• Task item: Search term "Księżnej": copy each line of the data containing it.

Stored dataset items
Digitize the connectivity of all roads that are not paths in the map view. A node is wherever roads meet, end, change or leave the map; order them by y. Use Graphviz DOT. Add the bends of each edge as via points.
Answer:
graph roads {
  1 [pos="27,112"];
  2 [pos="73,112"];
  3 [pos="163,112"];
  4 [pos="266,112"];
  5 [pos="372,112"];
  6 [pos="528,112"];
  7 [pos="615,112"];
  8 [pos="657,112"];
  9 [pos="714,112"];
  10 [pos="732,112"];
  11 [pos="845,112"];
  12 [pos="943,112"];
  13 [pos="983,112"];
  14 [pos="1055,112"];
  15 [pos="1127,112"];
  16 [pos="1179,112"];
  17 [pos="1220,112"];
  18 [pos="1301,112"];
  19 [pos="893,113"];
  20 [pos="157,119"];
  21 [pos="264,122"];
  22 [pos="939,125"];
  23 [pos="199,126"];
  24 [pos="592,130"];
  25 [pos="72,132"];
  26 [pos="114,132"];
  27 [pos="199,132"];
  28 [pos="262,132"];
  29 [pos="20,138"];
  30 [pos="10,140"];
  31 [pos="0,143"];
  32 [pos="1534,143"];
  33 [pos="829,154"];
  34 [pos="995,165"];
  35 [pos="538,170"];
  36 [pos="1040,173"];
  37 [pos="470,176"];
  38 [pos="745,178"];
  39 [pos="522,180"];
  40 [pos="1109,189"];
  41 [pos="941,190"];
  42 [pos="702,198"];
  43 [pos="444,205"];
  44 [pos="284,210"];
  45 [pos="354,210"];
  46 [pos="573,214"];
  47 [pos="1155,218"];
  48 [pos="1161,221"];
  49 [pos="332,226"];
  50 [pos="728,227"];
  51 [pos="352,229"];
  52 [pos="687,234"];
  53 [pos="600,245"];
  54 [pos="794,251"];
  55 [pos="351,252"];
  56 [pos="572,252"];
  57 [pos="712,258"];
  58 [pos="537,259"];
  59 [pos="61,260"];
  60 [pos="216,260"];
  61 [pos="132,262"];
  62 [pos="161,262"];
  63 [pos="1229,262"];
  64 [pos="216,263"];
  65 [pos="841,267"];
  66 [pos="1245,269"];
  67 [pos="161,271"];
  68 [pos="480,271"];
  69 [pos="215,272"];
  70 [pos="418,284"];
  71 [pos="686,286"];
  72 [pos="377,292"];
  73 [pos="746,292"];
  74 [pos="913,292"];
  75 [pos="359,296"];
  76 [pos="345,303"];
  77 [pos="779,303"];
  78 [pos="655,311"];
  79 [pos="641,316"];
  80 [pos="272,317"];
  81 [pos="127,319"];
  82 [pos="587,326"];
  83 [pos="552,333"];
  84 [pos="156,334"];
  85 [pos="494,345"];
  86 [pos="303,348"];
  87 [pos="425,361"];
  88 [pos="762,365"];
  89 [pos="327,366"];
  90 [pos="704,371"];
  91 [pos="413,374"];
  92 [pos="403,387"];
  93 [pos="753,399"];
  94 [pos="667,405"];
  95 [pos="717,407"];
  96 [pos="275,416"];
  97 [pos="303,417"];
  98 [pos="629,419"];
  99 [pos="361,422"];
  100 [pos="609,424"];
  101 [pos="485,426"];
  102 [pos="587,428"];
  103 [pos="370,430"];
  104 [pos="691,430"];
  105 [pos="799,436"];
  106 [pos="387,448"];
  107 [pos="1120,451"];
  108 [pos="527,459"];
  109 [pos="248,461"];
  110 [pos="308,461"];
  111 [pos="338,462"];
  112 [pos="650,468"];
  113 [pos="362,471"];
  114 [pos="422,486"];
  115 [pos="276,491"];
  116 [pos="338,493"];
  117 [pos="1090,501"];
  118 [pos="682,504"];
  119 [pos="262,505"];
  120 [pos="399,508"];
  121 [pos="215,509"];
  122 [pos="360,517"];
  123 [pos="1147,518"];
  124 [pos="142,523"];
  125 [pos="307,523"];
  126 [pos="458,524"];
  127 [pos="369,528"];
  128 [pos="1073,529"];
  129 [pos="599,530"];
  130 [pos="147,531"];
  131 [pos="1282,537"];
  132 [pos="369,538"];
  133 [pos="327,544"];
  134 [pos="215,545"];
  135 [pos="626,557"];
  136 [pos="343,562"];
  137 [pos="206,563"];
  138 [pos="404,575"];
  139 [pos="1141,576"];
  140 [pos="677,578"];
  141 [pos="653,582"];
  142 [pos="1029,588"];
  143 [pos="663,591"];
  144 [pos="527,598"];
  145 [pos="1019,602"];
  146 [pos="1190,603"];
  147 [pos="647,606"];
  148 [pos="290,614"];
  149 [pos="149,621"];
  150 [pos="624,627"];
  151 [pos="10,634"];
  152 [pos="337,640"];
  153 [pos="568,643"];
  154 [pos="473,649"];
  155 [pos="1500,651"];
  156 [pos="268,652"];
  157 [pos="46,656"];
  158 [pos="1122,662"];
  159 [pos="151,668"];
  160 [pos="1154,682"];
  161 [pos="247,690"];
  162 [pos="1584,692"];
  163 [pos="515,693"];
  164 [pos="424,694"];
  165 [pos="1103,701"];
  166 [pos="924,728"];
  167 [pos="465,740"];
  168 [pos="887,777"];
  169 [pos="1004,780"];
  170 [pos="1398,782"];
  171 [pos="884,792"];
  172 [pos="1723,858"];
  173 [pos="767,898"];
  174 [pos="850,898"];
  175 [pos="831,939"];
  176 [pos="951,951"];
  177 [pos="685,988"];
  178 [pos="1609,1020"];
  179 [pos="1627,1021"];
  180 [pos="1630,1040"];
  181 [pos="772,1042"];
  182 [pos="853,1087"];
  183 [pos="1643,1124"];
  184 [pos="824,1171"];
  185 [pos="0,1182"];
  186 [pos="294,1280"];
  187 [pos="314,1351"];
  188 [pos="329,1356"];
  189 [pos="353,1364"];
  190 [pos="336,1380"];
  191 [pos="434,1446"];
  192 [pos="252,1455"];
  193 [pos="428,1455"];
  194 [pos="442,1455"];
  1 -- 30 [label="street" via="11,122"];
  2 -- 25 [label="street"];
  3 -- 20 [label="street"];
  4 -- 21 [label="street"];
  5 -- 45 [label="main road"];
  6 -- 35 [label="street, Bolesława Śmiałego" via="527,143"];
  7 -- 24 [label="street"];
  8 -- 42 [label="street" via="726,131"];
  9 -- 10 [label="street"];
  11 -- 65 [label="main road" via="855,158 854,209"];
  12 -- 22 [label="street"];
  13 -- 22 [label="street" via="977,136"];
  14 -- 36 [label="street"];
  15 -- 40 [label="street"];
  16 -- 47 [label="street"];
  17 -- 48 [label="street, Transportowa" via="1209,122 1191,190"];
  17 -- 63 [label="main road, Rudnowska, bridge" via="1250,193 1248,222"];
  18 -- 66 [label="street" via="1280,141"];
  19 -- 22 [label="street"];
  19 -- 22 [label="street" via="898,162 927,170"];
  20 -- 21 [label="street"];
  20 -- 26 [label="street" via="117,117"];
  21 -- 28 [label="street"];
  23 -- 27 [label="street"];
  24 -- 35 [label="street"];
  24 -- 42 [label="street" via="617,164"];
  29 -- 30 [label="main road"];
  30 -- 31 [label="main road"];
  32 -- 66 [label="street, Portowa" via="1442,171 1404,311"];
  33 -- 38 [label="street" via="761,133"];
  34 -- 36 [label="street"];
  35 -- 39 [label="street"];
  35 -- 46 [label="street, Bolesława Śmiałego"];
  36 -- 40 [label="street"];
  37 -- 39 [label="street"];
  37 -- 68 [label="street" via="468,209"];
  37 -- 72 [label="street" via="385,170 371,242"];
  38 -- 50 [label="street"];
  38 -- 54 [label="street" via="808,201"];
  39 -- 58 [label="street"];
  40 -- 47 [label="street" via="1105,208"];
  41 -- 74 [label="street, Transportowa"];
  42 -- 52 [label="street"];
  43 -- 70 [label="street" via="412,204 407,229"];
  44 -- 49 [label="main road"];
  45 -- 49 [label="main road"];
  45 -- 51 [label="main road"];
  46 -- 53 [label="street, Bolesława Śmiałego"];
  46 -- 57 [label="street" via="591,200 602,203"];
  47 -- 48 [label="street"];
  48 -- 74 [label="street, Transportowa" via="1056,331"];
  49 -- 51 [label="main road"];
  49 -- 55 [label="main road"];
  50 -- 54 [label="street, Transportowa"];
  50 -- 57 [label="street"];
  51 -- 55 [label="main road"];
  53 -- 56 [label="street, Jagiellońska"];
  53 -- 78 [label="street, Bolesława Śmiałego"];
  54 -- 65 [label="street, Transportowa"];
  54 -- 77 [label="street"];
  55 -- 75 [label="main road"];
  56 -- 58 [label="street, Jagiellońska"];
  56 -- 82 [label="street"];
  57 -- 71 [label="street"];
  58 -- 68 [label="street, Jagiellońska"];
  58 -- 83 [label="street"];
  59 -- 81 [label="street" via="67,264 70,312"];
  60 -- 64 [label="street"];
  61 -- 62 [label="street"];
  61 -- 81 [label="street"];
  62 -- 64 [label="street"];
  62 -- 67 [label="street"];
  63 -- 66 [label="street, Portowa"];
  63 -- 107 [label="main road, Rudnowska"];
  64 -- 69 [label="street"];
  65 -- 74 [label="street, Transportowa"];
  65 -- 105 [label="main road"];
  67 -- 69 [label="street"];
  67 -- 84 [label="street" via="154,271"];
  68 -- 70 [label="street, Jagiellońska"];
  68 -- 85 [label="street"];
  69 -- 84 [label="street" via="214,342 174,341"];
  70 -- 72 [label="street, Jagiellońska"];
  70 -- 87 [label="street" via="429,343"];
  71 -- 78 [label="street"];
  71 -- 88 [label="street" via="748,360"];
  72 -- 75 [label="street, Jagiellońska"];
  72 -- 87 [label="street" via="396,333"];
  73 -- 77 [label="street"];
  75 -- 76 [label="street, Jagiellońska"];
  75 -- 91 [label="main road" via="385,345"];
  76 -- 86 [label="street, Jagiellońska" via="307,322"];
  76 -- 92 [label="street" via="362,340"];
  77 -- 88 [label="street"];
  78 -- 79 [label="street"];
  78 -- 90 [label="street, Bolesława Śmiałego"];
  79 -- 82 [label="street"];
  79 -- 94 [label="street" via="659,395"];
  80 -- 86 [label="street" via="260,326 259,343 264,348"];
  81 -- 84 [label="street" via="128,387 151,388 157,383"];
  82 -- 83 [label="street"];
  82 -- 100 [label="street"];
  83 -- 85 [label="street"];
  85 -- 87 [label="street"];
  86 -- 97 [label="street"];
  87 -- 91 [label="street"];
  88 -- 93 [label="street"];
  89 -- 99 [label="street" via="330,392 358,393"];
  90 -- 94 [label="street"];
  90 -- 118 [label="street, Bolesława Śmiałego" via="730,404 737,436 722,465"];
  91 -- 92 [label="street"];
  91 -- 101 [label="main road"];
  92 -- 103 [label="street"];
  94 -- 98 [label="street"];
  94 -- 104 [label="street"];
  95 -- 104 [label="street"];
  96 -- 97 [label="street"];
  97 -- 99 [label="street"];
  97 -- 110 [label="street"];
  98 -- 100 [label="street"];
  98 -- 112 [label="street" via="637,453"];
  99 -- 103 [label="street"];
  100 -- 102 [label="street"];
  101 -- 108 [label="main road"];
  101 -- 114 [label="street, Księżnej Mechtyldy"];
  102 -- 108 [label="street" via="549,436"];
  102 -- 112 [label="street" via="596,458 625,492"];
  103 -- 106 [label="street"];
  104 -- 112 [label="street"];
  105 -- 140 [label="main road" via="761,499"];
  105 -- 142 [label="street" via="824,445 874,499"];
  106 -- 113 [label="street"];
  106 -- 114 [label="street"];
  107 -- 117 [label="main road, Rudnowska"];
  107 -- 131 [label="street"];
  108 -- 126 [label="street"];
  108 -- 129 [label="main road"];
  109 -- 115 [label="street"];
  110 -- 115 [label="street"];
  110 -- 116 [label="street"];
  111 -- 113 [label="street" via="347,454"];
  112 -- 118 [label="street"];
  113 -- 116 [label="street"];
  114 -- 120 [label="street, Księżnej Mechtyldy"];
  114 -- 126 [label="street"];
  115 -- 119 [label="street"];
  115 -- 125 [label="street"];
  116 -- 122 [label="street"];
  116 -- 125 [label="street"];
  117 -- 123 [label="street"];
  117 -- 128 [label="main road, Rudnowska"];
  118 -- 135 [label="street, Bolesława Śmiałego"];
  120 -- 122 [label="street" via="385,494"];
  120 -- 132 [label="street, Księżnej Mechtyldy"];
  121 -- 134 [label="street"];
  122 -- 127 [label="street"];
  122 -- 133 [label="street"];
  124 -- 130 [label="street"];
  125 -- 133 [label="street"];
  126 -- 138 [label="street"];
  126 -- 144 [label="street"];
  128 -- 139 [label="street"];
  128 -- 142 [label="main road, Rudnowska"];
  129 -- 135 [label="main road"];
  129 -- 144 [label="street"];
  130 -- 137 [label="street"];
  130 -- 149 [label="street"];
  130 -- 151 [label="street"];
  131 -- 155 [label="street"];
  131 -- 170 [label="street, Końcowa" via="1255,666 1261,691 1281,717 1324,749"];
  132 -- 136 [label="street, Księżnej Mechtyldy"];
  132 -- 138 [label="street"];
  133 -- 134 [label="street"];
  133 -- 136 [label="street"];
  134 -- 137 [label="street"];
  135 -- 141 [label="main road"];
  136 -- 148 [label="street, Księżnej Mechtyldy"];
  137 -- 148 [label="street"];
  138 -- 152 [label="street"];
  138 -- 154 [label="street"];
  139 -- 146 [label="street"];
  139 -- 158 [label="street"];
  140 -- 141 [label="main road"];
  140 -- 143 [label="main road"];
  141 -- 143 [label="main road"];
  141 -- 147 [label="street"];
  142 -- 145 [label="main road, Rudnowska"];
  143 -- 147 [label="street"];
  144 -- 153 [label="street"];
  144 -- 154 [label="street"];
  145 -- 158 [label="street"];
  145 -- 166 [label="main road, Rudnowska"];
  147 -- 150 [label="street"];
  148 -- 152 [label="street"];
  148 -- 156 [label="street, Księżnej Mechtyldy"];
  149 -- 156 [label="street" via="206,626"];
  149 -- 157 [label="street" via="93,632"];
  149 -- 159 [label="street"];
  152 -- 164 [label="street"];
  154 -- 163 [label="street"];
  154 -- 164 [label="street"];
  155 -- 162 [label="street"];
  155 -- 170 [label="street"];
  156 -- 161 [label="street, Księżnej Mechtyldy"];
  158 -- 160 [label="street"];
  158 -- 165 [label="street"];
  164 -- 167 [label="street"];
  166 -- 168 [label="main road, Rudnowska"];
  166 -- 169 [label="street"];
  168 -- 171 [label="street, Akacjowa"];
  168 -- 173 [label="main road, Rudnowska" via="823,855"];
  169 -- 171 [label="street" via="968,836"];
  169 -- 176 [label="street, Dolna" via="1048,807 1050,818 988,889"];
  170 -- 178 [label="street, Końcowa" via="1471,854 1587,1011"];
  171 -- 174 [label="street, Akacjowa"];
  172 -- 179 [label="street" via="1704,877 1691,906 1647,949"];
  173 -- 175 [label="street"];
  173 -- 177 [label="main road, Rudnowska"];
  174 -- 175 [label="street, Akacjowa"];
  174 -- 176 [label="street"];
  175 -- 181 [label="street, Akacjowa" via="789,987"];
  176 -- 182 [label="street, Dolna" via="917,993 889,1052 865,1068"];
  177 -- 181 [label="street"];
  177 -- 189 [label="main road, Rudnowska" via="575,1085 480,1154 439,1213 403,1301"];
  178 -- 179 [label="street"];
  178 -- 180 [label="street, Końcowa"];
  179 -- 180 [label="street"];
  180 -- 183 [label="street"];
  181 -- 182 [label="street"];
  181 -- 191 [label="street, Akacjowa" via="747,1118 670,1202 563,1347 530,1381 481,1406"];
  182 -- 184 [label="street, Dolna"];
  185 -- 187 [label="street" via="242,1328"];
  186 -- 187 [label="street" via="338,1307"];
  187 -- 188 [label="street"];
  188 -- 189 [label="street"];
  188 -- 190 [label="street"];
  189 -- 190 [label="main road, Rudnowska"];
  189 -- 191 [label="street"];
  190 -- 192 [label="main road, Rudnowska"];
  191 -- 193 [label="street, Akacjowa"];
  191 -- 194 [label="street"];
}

• Reply to the task:
  101 -- 114 [label="street, Księżnej Mechtyldy"];
  114 -- 120 [label="street, Księżnej Mechtyldy"];
  120 -- 132 [label="street, Księżnej Mechtyldy"];
  132 -- 136 [label="street, Księżnej Mechtyldy"];
  136 -- 148 [label="street, Księżnej Mechtyldy"];
  148 -- 156 [label="street, Księżnej Mechtyldy"];
  156 -- 161 [label="street, Księżnej Mechtyldy"];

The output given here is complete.